There is one individual associated with ties to Haley that could possibly put an end to what has surely become yet another low point in Palmetto State politics: B.J. Boling.
Aside from a brief statement to Corey Hutchins of the Free Times, Boling appears to be keeping a low profile, failing to return numerous phone calls and e-mails from the City Paper as well as other media outlets. The Haley campaign has also declined to respond to interview requests from the City Paper.
According to the Free Times, the news organization whose year-long investigation into the Haley affair contributed to Folks' online confession, the paper was told by a political insider that "former Haley staffer B.J. Boling told him Haley had confided in him about the affair around the time Boling was working on her House reelection campaign in 2008."
At the time of the 2010 allegation by Folks and later political consultant Larry Marchant, Boling was communications director for Rep. Gresham Barrett. In addition to S.C. Attorney General Henry McMaster, Lt. Gov. Andre Bauer, and Haley, Barrett was running for the governor's office. He lost in the run-off to Nikki Haley.
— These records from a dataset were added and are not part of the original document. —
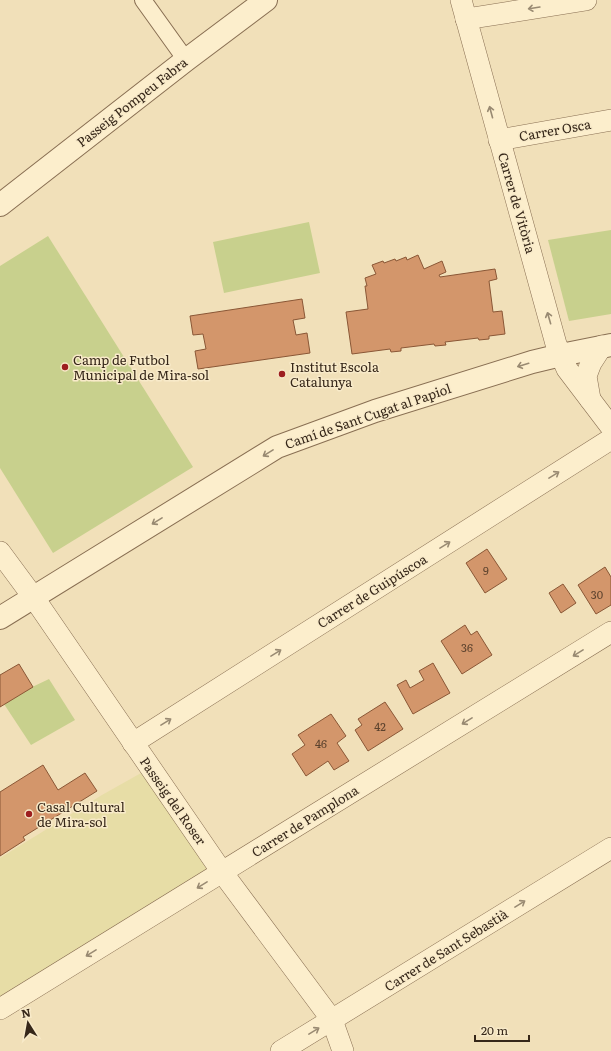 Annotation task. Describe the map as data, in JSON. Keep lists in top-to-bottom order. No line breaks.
{"streets":{"street":["Passeig Pompeu Fabra","Carrer Osca","Carrer de Vitòria","Camí de Sant Cugat al Papiol","Carrer de Guipúscoa","Passeig del Roser","Carrer de Pamplona","Carrer de Sant Sebastià"]},"crossings":[["Carrer Osca","Carrer de Vitòria"],["Carrer de Vitòria","Camí de Sant Cugat al Papiol"],["Camí de Sant Cugat al Papiol","Passeig del Roser"],["Carrer de Guipúscoa","Passeig del Roser"],["Passeig del Roser","Carrer de Pamplona"],["Passeig del Roser","Carrer de Sant Sebastià"]],"one_way":["Carrer de Vitòria","Camí de Sant Cugat al Papiol","Carrer de Guipúscoa","Carrer de Pamplona","Carrer de Sant Sebastià"],"places":["Camp de Futbol Municipal de Mira-sol","Institut Escola Catalunya","Casal Cultural de Mira-sol"],"house_numbers":["9","30","36","42","46"],"scale_bar":"20 m","north":"top"} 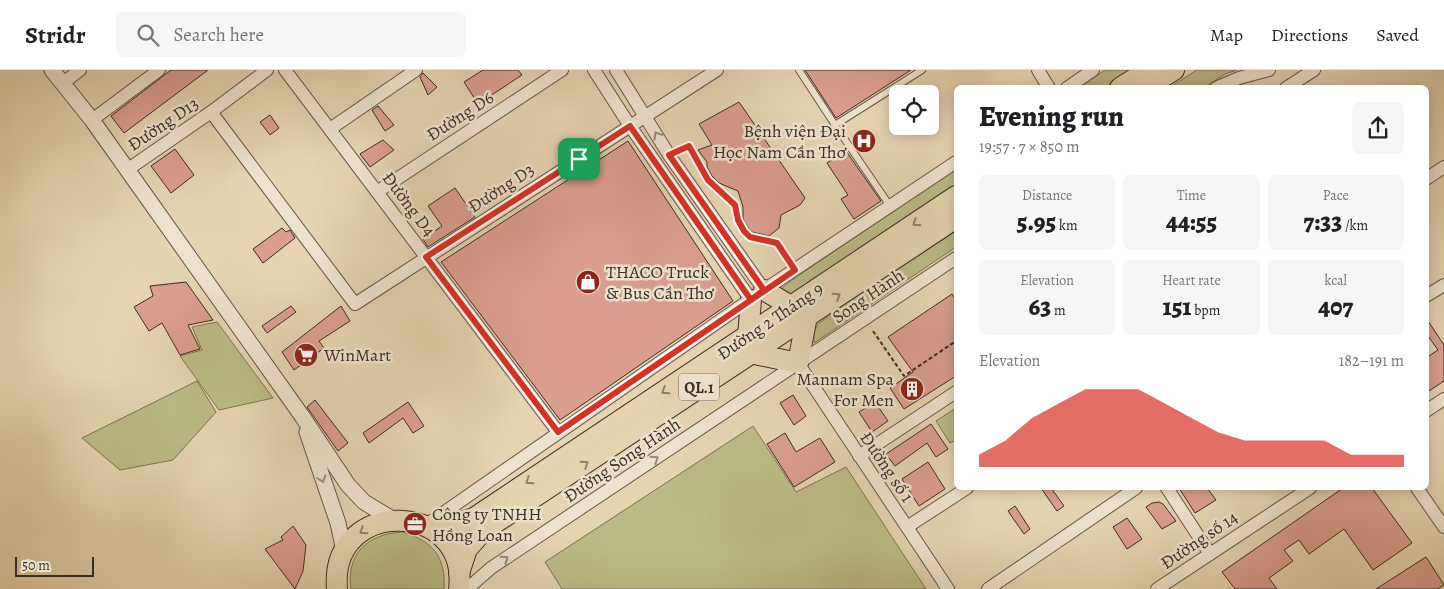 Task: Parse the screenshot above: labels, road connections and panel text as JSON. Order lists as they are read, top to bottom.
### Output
{
  "streets": {
    "highway": ["Đường 2 Tháng 9", "QL.1"],
    "street": [
      "Đường D6",
      "Đường D13",
      "Đường D3",
      "Đường D4",
      "Song Hành",
      "Đường Song Hành",
      "Đường số 1",
      "Đường số 14"
    ]
  },
  "crossings": [
    ["Đường D6", "Đường D4"],
    ["Đường D13", "Đường D3"],
    ["Đường D3", "Đường D4"],
    ["Song Hành", "Đường Song Hành"],
    ["Song Hành", "Đường số 1"],
    ["Đường 2 Tháng 9", "Đường Song Hành"],
    ["Đường Song Hành", "Đường số 1"]
  ],
  "places": {
    "hospital": ["Bệnh viện Đại Học Nam Cần Thơ"],
    "shop": ["THACO Truck & Bus Cần Thơ"],
    "supermarket": ["WinMart"],
    "building": ["Mannam Spa For Men"],
    "office": ["Công ty TNHH Hồng Loan"]
  },
  "scale_bar": "50 m",
  "page": {
    "header": "Stridr",
    "search": "Search here",
    "nav": ["Map", "Directions", "Saved"],
    "heading": ["Evening run", "19:57 · 7 × 850 m"],
    "stats": [
      ["Distance", "5.95 km"],
      ["Time", "44:55"],
      ["Pace", "7:33 /km"],
      ["Elevation", "63 m"],
      ["Heart rate", "151 bpm"],
      ["kcal", "407"]
    ],
    "chart": ["Elevation", "182–191 m"],
    "scale": "50 m"
  }
} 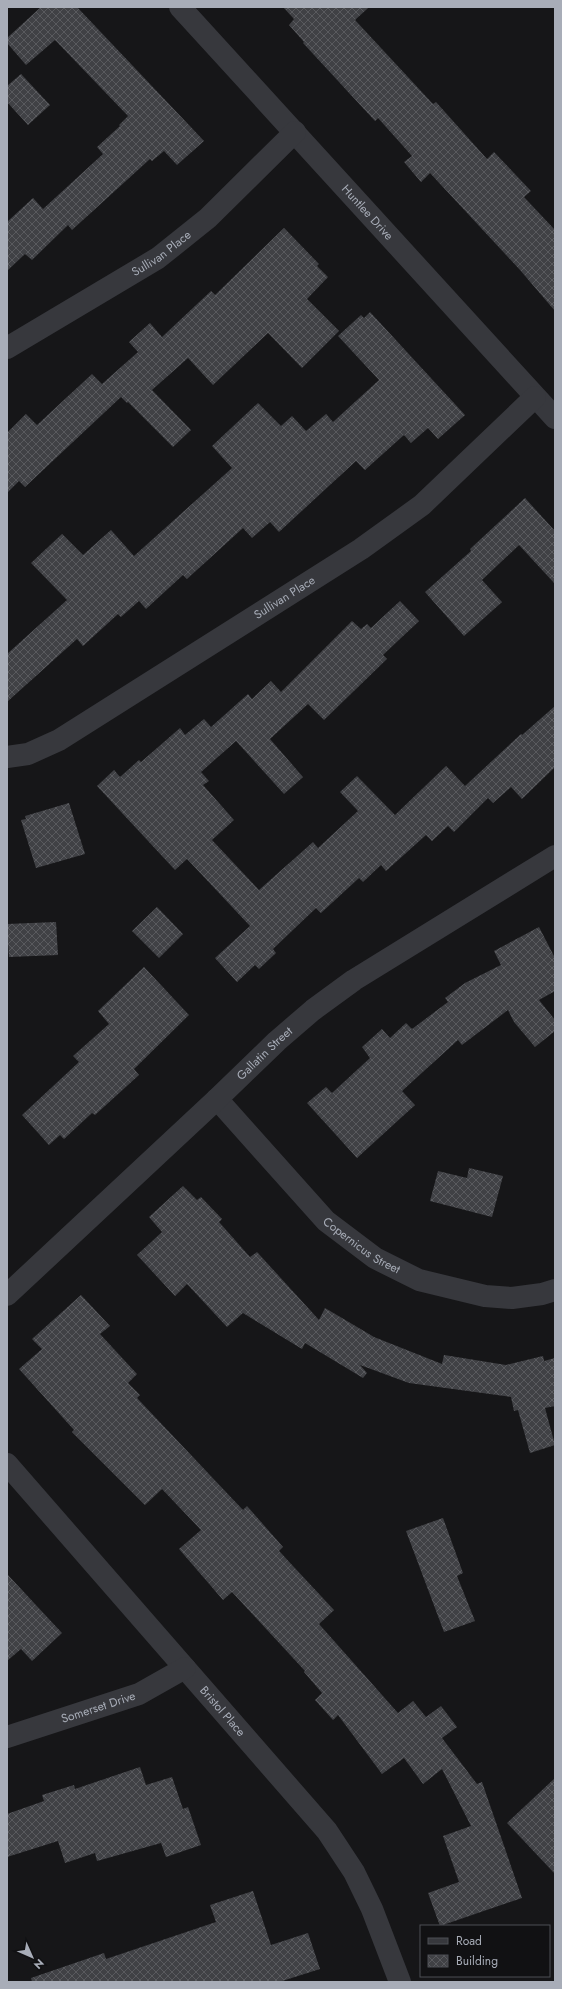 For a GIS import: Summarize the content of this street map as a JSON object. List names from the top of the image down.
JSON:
{
  "streets": {
    "street": [
      "Huntlee Drive",
      "Sullivan Place",
      "Gallatin Street",
      "Copernicus Street",
      "Somerset Drive",
      "Bristol Place"
    ]
  },
  "crossings": [
    ["Huntlee Drive", "Sullivan Place"],
    ["Gallatin Street", "Copernicus Street"],
    ["Somerset Drive", "Bristol Place"]
  ],
  "legend": ["Road", "Building"],
  "north": "bottom right"
} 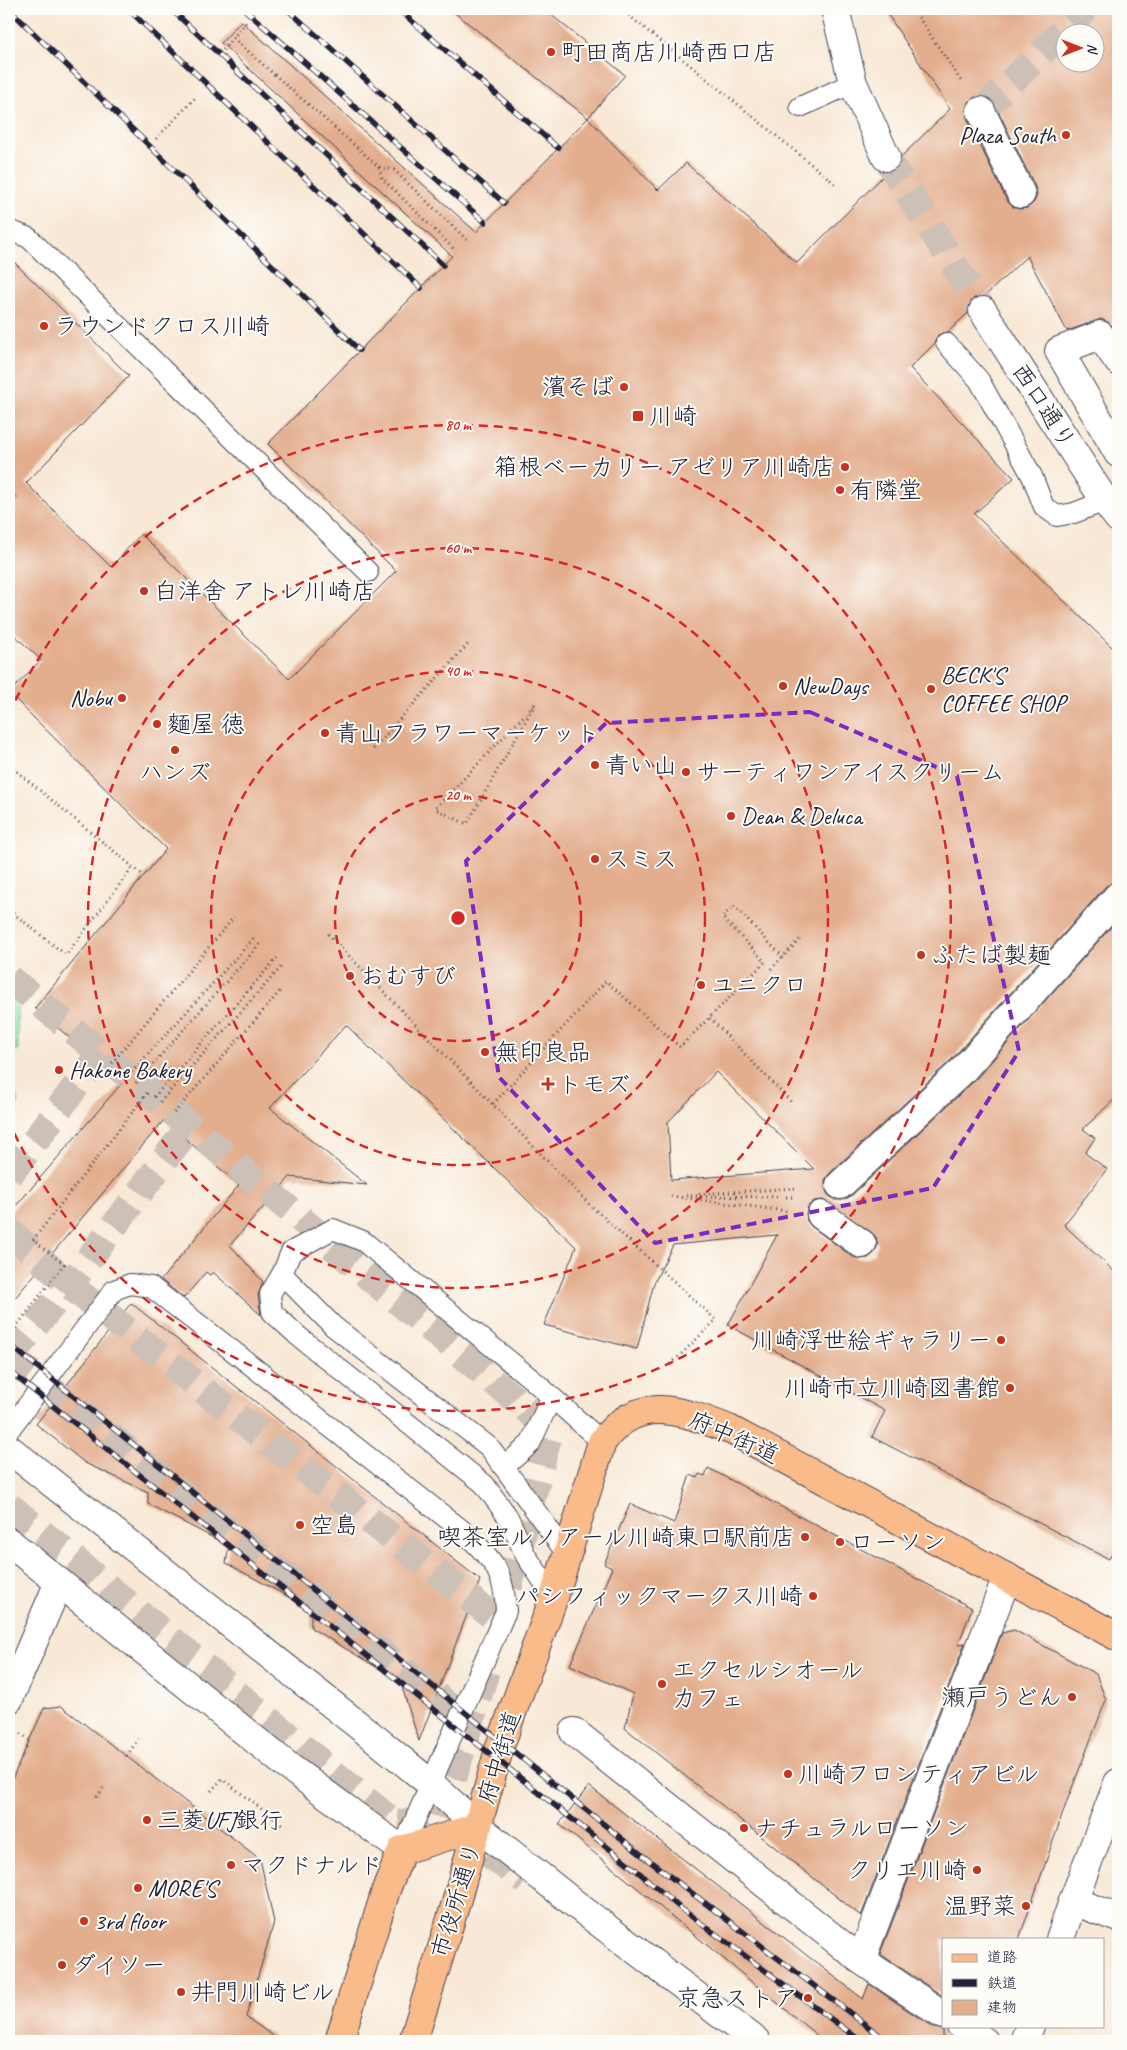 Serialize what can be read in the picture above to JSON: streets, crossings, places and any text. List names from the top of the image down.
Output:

Previously, Folks had floated rumors on FITSNews that Barrett may have had an affair with a former staffer.
When confronted by the Free Times about this secondhand information, Boling said, "You know, it's not something I want to talk about."
While there is certainly reason to question secondhand information, especially information about a rumor that had been circulating the Columbia for several years, Boling's alleged insider knowledge about the reported affair was well know. In fact, text messages between Folks and Wesley Donehue, a former associate of the Barrett campaign and director of marketing and technology for the SCGOP, indicate that several people believed that Haley had confessed to Boling.
In one text Donehue says, "Now, I don't give a fuck of [sic] you believe me or not. Your [sic] the one who screwed her. You're the one who bragged about it. She's the one who told BJ. Yall [sic] point fingers at your own damn selves and leave me the fuck out of it."
The text was sent on May 14, four days after ads from ReformSC, a nonprofit with reported ties to Gov. Mark Sanford, first brought Haley to the widespread attention of the South Carolina general public. A judge later ruled that the ads "illegally promoted Haley's campaign," according to The State. On May 17, a poll was conducted placing Haley ahead of the other gubernatorial nominees for the first time.
Later on May 14, Donehue seemed to send a signal to Folks indicating that the affair claim could be kept under wraps. "I'm going to try to kill it. You need to get BJ to back down. Nothing good will come of this getting out. I've already helped bust up one family. No need to take down another one."
Folks had previously claimed that the Barrett campaign was behind the pressure that pushed him to confess to the alleged affair with Haley. The Barrett camp has denied they were.
In a recent conversation with the City Paper, Donehue says although that he once believed Folks' claim, he no longer believes the blogger had a physical relationship with Haley. As a member of the SCGOP team, Donehue is actively involved in getting Haley elected.